WHAT YOU NEED TO DO:
Produce a verbatim transcription of the records below, beginning at the line containing "I need the junctions and links of the" and ending at the final line; include only those lines.

DATA EXTRACT:
# # #

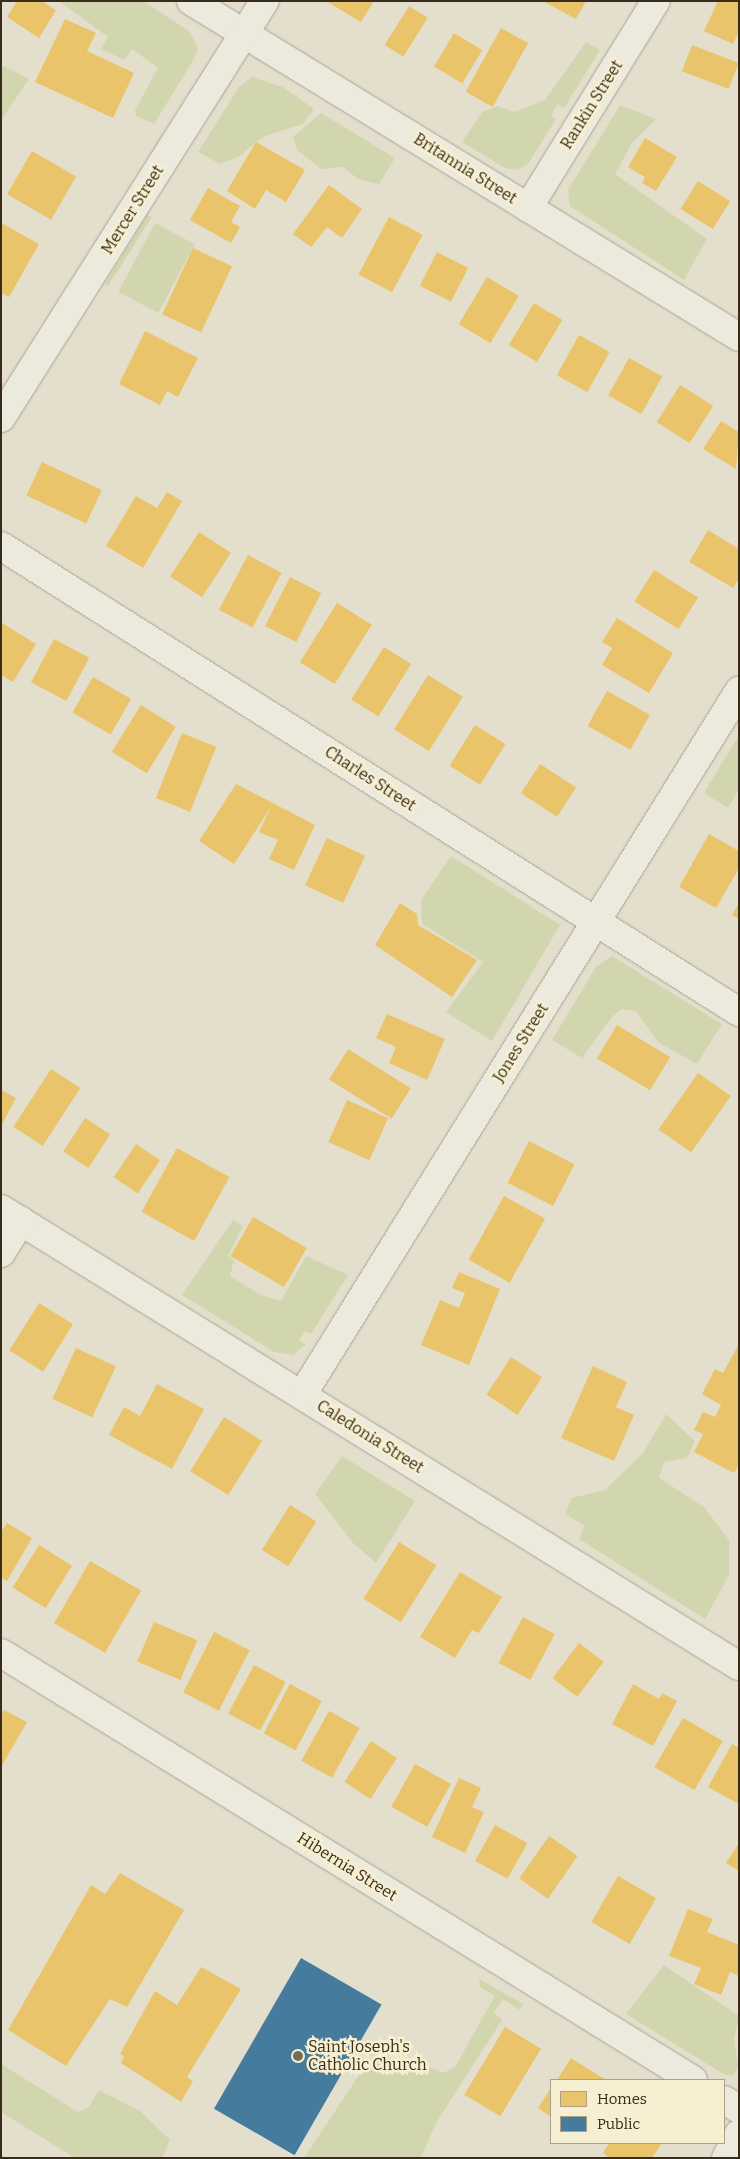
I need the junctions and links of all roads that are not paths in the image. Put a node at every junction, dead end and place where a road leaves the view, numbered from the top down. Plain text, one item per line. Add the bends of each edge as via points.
1 (191, 1) edge
2 (265, 1) edge
3 (656, 1) edge
4 (245, 34) junction
5 (528, 208) junction
6 (739, 337) edge
7 (1, 418) edge
8 (1, 546) edge
9 (739, 691) edge
10 (595, 922) junction
11 (739, 1012) edge
12 (11, 1215) edge
13 (1, 1252) edge
14 (302, 1395) junction
15 (1, 1653) edge
16 (739, 1666) edge
17 (691, 2079) edge
18 (725, 2101) edge
19 (739, 2109) edge
20 (739, 2134) edge
21 (726, 2158) edge

1 - 4 street, Britannia Street
2 - 4 street, Mercer Street
3 - 5 street, Rankin Street
4 - 5 street, Britannia Street
4 - 7 street, Mercer Street
5 - 6 street, Britannia Street
8 - 10 street, Charles Street
9 - 10 street, Jones Street
10 - 11 street, Charles Street
10 - 14 street, Jones Street
12 - 13 street
12 - 14 street, Caledonia Street
14 - 16 street, Caledonia Street
15 - 17 street, Hibernia Street
18 - 19 street
20 - 21 street

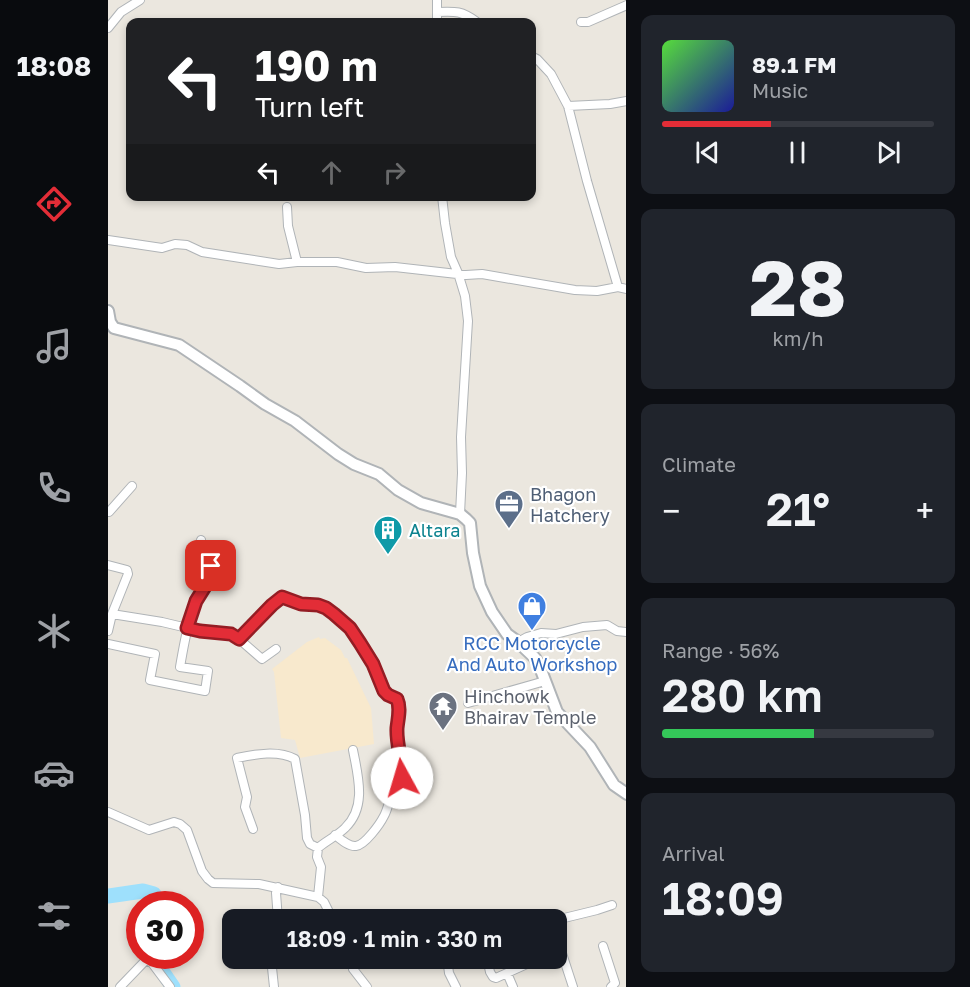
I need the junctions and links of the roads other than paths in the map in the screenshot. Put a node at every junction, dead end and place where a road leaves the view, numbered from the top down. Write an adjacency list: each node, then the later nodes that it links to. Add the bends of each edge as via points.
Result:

# # #

RESPONSE BOX:
I need the junctions and links of the roads other than paths in the map in the screenshot. Put a node at every junction, dead end and place where a road leaves the view, numbered from the top down. Write an adjacency list: each node, then the later nodes that it links to. Add the bends of each edge as via points.
Result:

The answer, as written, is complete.